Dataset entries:
Segment Open

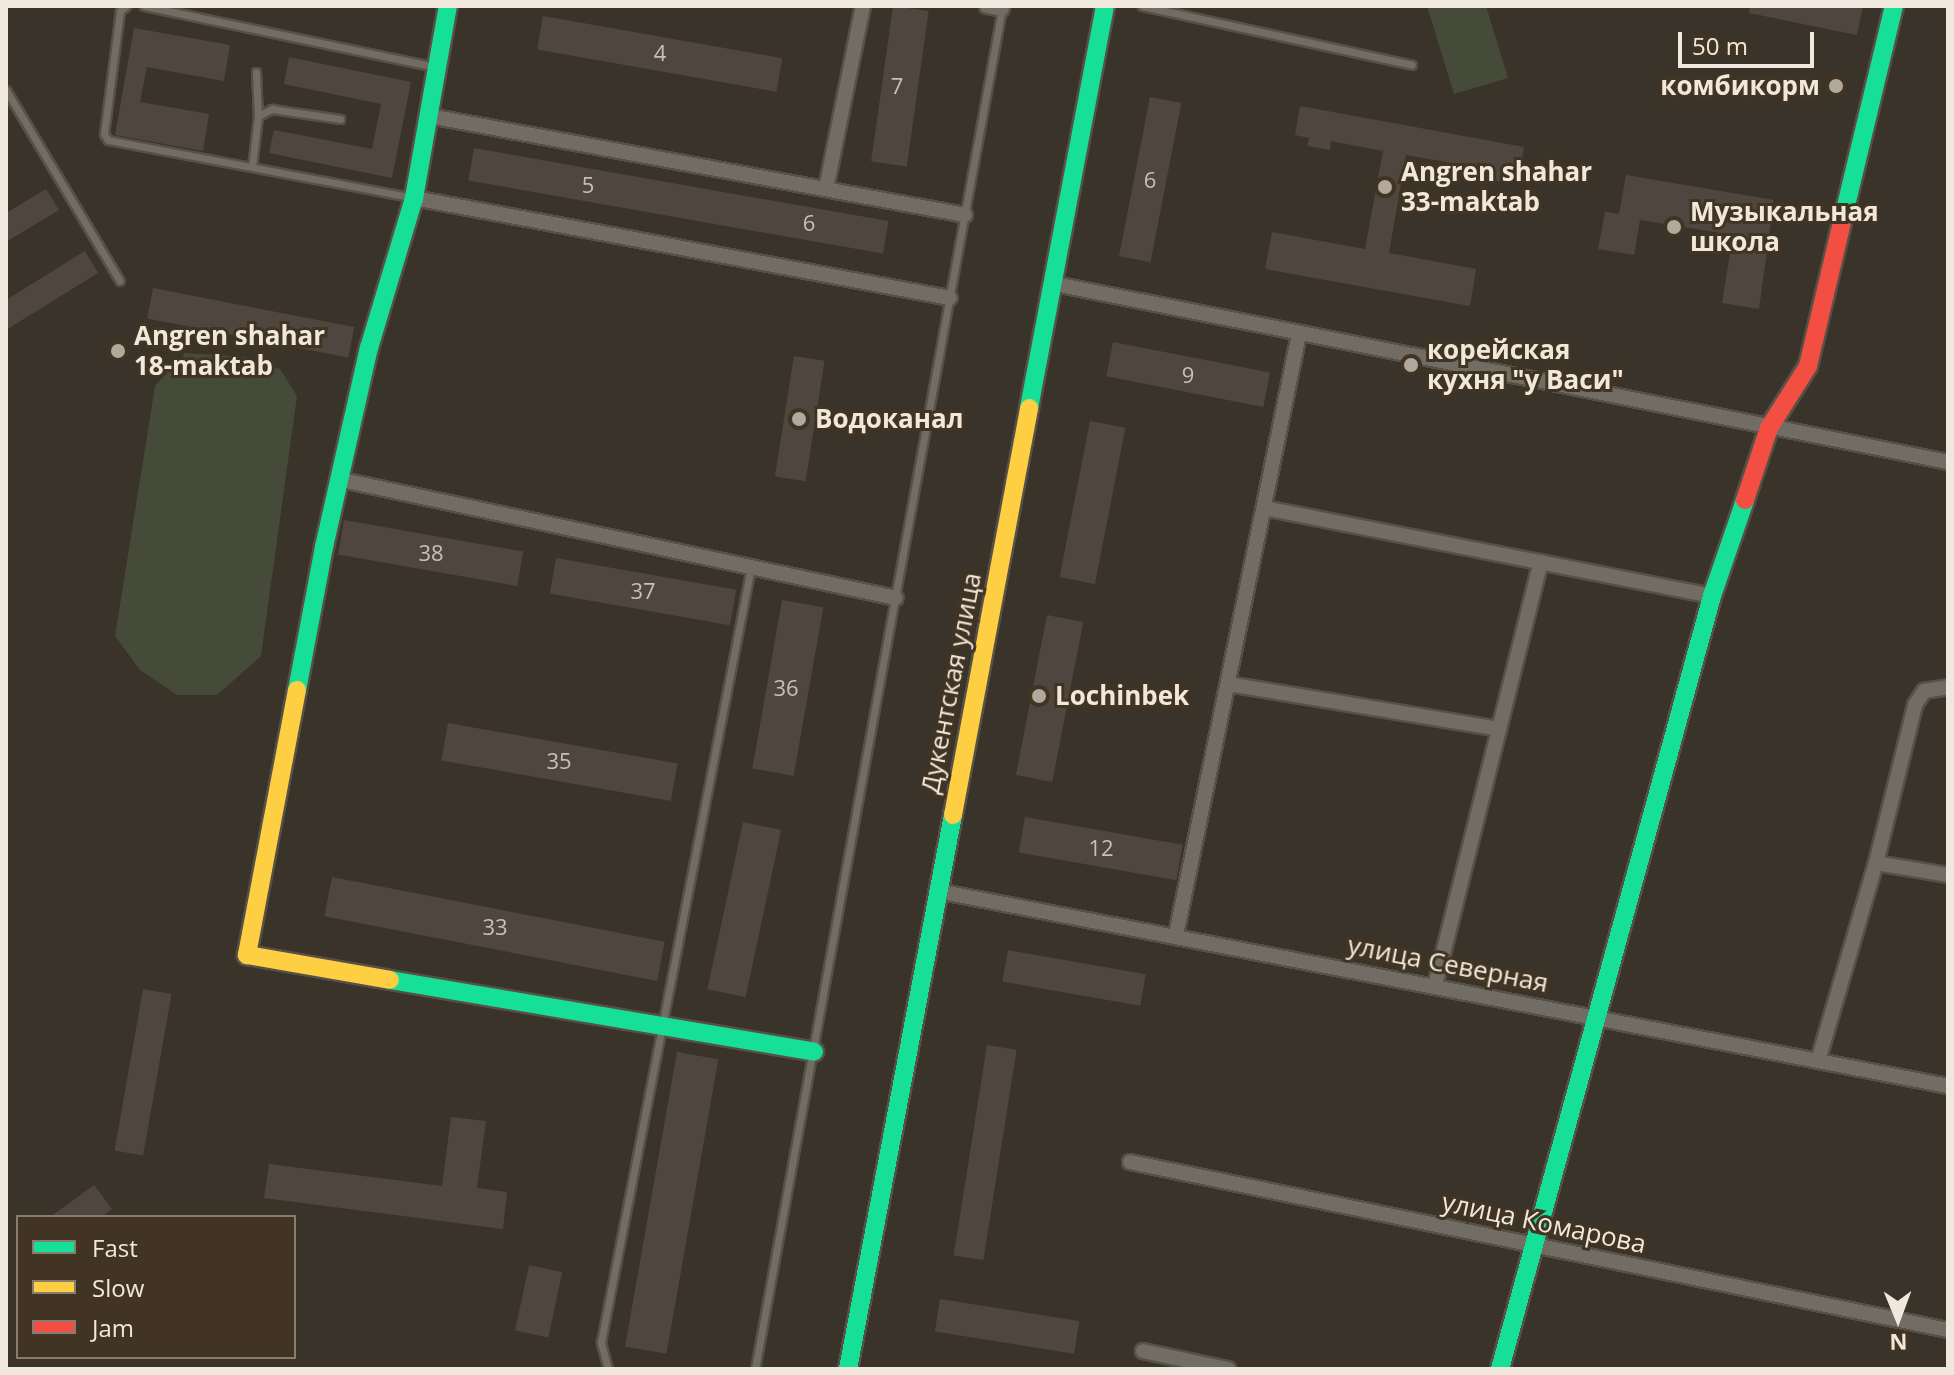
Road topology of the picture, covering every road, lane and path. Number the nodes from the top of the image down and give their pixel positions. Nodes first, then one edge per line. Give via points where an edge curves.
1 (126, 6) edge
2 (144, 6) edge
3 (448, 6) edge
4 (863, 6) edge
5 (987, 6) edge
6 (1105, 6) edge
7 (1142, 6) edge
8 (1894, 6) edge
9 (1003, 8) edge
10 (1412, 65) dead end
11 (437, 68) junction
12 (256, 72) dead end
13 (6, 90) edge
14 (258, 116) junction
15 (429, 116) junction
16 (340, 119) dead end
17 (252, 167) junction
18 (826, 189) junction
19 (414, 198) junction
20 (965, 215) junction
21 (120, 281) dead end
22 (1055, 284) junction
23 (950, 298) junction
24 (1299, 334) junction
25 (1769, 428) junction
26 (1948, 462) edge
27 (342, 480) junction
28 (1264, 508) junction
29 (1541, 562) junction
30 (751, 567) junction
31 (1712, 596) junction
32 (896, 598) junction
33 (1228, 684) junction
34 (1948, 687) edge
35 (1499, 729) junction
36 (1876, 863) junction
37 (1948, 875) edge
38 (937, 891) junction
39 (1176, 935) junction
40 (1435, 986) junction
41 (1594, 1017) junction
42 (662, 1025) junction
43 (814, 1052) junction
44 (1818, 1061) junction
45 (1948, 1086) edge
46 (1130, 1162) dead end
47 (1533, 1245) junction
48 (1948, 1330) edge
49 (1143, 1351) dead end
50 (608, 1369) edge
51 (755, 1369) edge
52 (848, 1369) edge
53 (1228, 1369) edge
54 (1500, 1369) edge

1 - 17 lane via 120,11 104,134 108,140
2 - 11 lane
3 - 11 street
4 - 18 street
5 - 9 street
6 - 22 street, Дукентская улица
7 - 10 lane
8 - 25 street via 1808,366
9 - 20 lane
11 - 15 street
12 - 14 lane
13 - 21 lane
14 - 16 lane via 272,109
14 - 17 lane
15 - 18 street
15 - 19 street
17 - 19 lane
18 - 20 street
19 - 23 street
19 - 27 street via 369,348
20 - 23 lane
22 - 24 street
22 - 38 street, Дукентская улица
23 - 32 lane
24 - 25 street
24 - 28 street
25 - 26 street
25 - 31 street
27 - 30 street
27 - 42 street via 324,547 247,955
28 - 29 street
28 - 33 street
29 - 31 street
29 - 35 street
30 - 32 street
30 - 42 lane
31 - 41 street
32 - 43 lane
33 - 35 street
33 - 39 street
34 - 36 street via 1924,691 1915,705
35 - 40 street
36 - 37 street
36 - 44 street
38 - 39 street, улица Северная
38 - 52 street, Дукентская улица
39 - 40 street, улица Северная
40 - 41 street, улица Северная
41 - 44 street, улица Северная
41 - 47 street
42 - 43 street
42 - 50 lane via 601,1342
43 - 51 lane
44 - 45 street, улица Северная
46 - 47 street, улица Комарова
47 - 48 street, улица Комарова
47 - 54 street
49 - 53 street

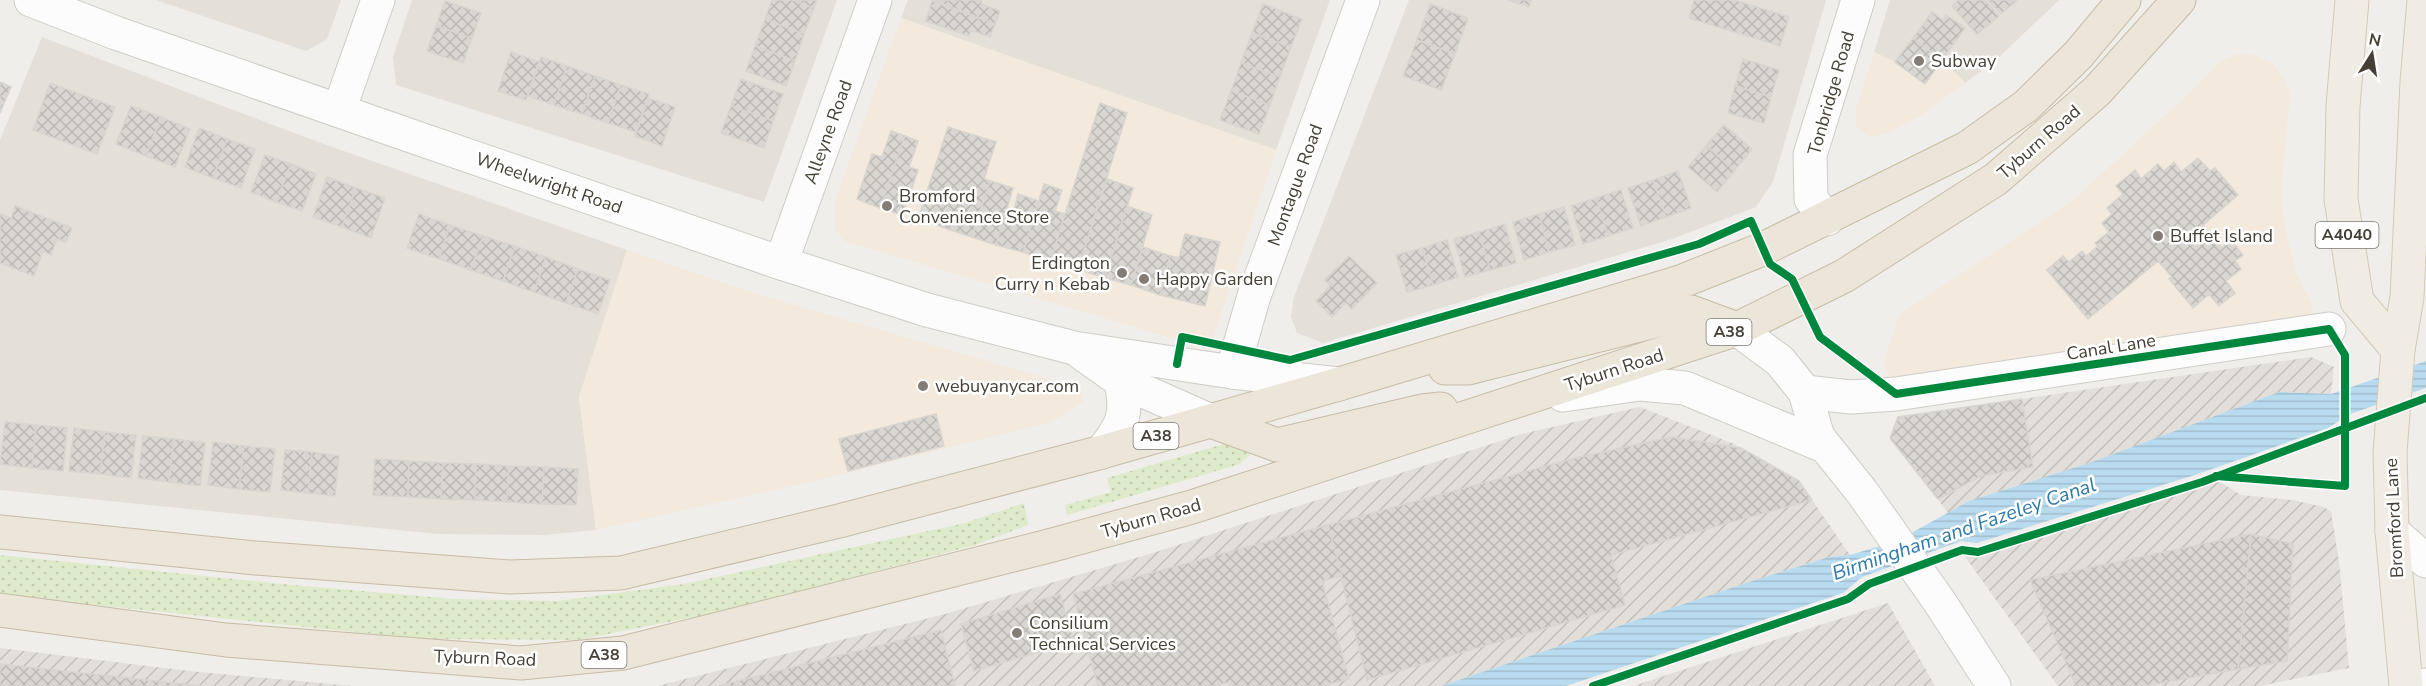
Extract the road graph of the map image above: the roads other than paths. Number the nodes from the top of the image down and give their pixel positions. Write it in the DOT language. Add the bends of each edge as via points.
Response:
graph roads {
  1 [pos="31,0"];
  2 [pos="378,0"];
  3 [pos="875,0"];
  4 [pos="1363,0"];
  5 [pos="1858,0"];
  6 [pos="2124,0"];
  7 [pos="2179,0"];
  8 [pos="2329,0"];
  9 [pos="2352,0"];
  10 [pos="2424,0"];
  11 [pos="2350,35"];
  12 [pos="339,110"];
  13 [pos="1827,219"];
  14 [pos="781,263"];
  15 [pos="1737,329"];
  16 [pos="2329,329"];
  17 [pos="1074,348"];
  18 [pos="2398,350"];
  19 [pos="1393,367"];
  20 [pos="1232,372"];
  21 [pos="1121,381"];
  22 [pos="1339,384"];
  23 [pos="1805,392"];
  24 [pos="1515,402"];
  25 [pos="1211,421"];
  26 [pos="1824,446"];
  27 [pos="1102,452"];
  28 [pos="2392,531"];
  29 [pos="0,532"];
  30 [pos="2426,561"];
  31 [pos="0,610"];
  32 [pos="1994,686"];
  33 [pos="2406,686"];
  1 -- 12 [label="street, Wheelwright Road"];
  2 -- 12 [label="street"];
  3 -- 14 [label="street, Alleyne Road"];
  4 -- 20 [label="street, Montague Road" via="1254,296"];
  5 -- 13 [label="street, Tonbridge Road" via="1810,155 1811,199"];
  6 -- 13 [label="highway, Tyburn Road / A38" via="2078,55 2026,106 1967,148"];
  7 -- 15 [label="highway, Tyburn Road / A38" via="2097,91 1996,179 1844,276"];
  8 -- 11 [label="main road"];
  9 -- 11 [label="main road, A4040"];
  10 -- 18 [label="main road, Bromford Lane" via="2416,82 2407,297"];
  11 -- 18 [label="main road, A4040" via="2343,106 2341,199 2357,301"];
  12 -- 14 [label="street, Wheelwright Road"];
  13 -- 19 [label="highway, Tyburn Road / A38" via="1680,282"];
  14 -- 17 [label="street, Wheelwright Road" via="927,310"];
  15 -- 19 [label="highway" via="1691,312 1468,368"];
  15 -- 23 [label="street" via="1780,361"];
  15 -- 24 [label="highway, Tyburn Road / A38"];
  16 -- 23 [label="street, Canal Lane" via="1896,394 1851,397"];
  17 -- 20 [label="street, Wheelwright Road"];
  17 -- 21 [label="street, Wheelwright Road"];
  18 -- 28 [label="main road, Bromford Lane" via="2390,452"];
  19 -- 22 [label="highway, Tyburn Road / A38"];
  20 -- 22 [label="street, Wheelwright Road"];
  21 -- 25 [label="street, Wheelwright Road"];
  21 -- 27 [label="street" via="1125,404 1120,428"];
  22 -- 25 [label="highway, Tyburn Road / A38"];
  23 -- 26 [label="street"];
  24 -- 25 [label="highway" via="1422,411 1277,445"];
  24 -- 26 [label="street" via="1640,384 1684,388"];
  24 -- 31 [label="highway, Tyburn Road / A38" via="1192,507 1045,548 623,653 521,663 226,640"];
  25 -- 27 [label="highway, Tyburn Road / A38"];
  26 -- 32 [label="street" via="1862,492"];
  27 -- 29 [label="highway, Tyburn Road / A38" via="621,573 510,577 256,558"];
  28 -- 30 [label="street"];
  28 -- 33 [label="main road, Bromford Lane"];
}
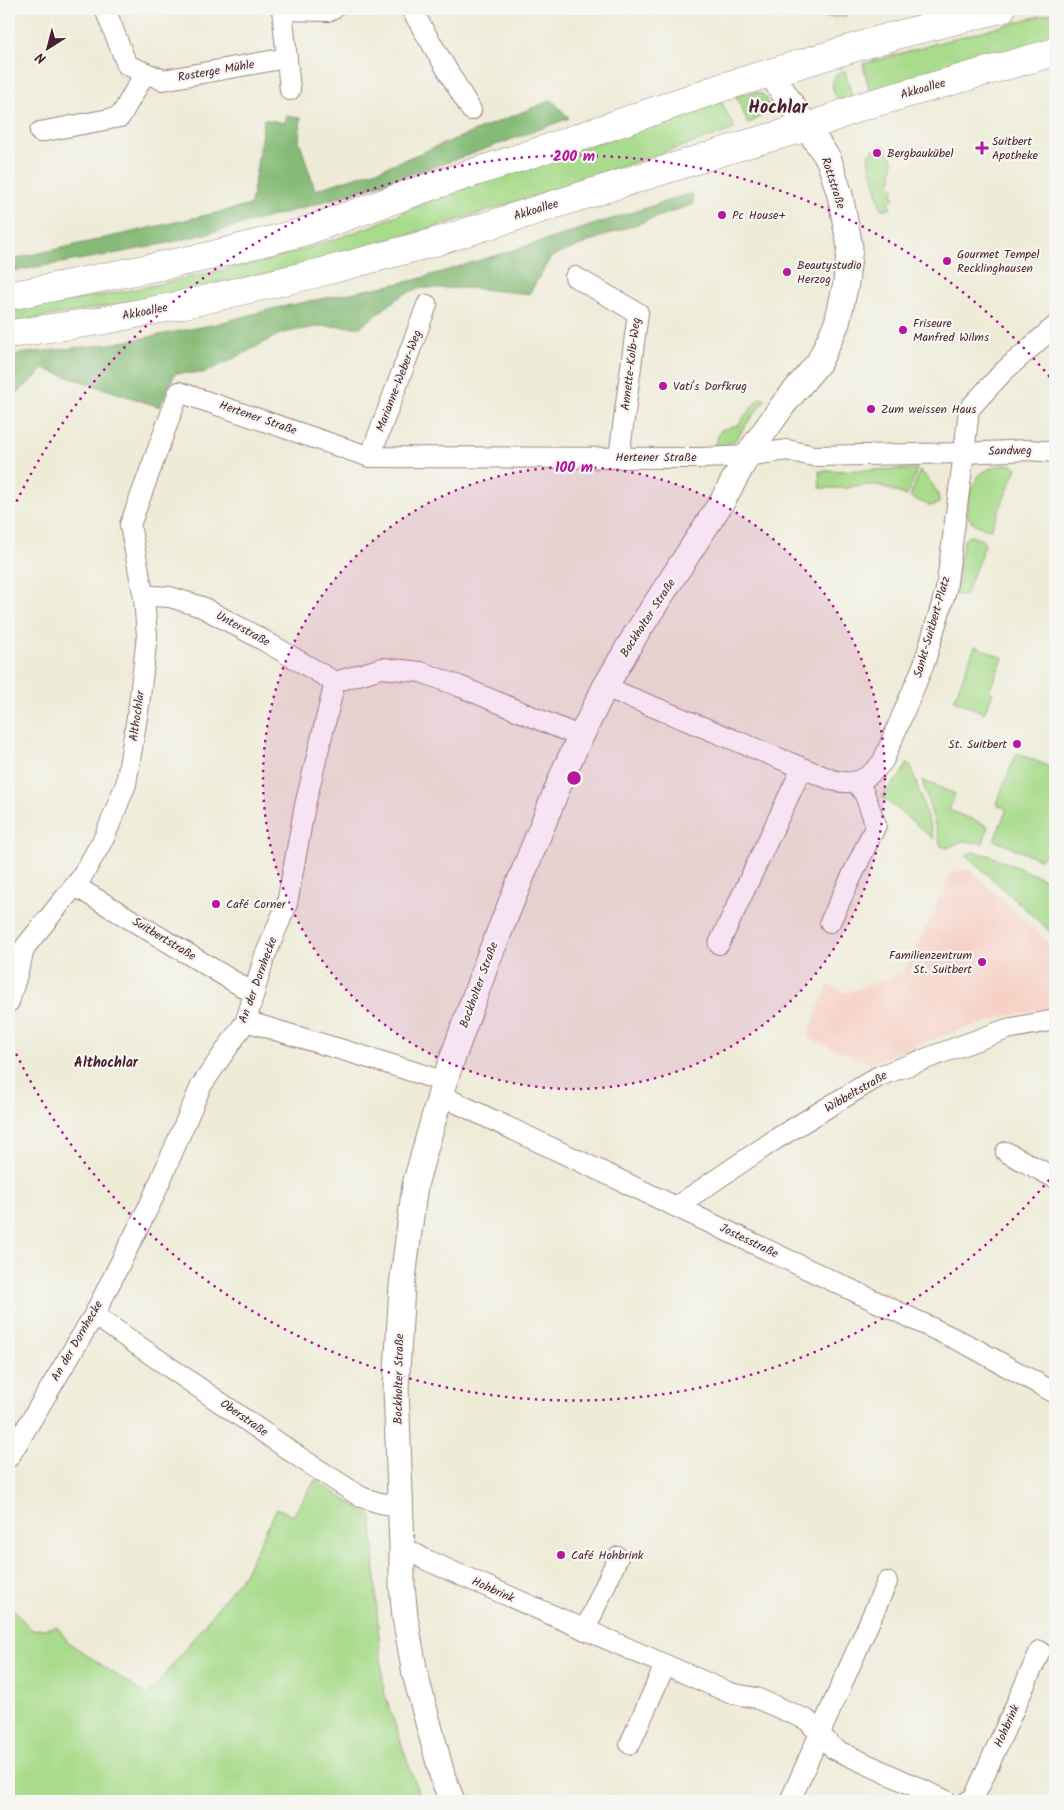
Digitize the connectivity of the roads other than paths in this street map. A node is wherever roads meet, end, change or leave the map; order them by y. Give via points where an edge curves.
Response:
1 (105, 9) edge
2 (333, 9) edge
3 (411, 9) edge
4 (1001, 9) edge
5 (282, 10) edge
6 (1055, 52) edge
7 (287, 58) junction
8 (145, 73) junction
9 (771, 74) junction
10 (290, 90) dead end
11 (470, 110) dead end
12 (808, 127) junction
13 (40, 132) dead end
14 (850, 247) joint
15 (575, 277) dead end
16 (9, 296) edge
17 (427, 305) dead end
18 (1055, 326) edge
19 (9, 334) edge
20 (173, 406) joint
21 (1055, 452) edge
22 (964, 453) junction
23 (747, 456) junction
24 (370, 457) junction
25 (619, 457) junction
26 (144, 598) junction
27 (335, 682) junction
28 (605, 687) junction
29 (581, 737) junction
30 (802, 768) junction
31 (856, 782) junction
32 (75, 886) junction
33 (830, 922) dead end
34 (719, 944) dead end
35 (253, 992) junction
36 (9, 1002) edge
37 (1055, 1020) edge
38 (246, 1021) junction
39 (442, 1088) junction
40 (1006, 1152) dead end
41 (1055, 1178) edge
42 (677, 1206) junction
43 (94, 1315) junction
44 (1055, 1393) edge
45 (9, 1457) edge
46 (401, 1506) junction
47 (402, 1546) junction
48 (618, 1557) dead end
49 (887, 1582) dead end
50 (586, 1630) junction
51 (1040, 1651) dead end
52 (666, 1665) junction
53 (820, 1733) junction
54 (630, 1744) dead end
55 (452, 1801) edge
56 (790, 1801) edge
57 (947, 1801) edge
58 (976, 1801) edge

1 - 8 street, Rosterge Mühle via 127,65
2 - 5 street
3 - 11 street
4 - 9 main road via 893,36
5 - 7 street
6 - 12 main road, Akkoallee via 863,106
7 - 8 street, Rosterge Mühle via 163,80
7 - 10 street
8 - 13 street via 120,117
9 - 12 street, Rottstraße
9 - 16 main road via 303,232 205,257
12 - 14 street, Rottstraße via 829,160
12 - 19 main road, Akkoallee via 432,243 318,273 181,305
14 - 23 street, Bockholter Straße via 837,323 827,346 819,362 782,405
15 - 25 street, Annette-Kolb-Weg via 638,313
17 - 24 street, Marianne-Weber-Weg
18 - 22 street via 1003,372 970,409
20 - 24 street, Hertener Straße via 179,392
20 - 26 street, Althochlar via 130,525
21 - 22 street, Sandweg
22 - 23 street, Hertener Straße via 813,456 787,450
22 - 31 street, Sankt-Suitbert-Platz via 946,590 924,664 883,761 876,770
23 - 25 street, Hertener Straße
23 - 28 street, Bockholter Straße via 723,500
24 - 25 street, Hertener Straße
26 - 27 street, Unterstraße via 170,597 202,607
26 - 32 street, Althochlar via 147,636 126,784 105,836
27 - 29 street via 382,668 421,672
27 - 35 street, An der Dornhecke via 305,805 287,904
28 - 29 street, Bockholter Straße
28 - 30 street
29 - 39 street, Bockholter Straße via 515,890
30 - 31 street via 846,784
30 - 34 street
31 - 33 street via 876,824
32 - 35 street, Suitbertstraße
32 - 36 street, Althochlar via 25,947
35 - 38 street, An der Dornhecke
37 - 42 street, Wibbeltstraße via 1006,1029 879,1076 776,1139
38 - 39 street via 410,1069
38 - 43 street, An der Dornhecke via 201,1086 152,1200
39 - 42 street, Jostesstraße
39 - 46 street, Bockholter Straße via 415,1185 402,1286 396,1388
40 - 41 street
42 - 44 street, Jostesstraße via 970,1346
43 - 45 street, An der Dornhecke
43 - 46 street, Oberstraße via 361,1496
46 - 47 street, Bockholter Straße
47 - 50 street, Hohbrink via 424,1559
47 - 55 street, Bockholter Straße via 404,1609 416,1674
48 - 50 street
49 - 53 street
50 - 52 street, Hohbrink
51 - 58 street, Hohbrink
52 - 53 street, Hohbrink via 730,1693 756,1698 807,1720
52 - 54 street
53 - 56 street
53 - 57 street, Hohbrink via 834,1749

Segment Closed

Task details |
Copy every line from the records above that contains the string "other".

Answer to the problem |
Extract the road graph of the map image above: the roads other than paths. Number the nodes from the top of the image down and give their pixel positions. Write it in the DOT language. Add the bends of each edge as via points.
Digitize the connectivity of the roads other than paths in this street map. A node is wherever roads meet, end, change or leave the map; order them by y. Give via points where an edge curves.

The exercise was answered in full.